Please return all of the entries below exactly as they are written.
··········
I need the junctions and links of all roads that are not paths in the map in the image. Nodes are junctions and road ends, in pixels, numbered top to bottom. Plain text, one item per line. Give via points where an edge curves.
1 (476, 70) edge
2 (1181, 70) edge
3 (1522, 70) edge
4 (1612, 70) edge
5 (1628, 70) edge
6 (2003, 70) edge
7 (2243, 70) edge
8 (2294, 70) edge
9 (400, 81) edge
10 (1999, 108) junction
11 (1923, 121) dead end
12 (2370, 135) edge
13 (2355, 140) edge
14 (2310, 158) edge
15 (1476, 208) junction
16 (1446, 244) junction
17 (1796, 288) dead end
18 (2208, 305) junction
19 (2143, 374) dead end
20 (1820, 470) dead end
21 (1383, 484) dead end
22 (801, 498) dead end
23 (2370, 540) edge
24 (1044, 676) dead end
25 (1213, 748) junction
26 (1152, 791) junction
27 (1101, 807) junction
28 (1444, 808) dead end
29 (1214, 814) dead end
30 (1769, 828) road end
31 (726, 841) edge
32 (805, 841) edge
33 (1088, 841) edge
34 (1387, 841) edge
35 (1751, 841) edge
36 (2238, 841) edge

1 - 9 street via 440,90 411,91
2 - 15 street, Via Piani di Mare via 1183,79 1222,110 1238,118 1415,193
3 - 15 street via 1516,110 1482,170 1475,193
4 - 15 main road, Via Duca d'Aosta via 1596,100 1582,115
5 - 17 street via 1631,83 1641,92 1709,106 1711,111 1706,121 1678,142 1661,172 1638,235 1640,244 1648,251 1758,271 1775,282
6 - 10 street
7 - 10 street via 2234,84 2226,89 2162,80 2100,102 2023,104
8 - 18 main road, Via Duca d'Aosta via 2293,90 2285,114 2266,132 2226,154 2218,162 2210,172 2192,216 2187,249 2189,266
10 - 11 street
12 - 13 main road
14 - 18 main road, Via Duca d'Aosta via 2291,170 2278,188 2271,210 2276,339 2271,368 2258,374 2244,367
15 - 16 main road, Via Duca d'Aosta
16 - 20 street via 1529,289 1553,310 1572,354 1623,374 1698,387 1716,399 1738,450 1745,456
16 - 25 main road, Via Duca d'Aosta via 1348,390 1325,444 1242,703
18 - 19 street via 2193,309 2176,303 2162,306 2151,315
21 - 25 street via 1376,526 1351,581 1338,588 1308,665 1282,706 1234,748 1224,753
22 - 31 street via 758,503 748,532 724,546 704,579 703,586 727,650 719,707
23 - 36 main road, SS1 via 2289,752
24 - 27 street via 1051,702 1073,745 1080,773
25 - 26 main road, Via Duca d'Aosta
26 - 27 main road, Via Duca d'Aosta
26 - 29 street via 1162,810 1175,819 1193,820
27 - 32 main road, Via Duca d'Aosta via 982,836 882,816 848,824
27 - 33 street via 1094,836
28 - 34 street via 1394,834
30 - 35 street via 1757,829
··········
*EXERCISE RESULT*:
I need the junctions and links of all roads that are not paths in the map in the image. Nodes are junctions and road ends, in pixels, numbered top to bottom. Plain text, one item per line. Give via points where an edge curves.
1 (476, 70) edge
2 (1181, 70) edge
3 (1522, 70) edge
4 (1612, 70) edge
5 (1628, 70) edge
6 (2003, 70) edge
7 (2243, 70) edge
8 (2294, 70) edge
9 (400, 81) edge
10 (1999, 108) junction
11 (1923, 121) dead end
12 (2370, 135) edge
13 (2355, 140) edge
14 (2310, 158) edge
15 (1476, 208) junction
16 (1446, 244) junction
17 (1796, 288) dead end
18 (2208, 305) junction
19 (2143, 374) dead end
20 (1820, 470) dead end
21 (1383, 484) dead end
22 (801, 498) dead end
23 (2370, 540) edge
24 (1044, 676) dead end
25 (1213, 748) junction
26 (1152, 791) junction
27 (1101, 807) junction
28 (1444, 808) dead end
29 (1214, 814) dead end
30 (1769, 828) road end
31 (726, 841) edge
32 (805, 841) edge
33 (1088, 841) edge
34 (1387, 841) edge
35 (1751, 841) edge
36 (2238, 841) edge

1 - 9 street via 440,90 411,91
2 - 15 street, Via Piani di Mare via 1183,79 1222,110 1238,118 1415,193
3 - 15 street via 1516,110 1482,170 1475,193
4 - 15 main road, Via Duca d'Aosta via 1596,100 1582,115
5 - 17 street via 1631,83 1641,92 1709,106 1711,111 1706,121 1678,142 1661,172 1638,235 1640,244 1648,251 1758,271 1775,282
6 - 10 street
7 - 10 street via 2234,84 2226,89 2162,80 2100,102 2023,104
8 - 18 main road, Via Duca d'Aosta via 2293,90 2285,114 2266,132 2226,154 2218,162 2210,172 2192,216 2187,249 2189,266
10 - 11 street
12 - 13 main road
14 - 18 main road, Via Duca d'Aosta via 2291,170 2278,188 2271,210 2276,339 2271,368 2258,374 2244,367
15 - 16 main road, Via Duca d'Aosta
16 - 20 street via 1529,289 1553,310 1572,354 1623,374 1698,387 1716,399 1738,450 1745,456
16 - 25 main road, Via Duca d'Aosta via 1348,390 1325,444 1242,703
18 - 19 street via 2193,309 2176,303 2162,306 2151,315
21 - 25 street via 1376,526 1351,581 1338,588 1308,665 1282,706 1234,748 1224,753
22 - 31 street via 758,503 748,532 724,546 704,579 703,586 727,650 719,707
23 - 36 main road, SS1 via 2289,752
24 - 27 street via 1051,702 1073,745 1080,773
25 - 26 main road, Via Duca d'Aosta
26 - 27 main road, Via Duca d'Aosta
26 - 29 street via 1162,810 1175,819 1193,820
27 - 32 main road, Via Duca d'Aosta via 982,836 882,816 848,824
27 - 33 street via 1094,836
28 - 34 street via 1394,834
30 - 35 street via 1757,829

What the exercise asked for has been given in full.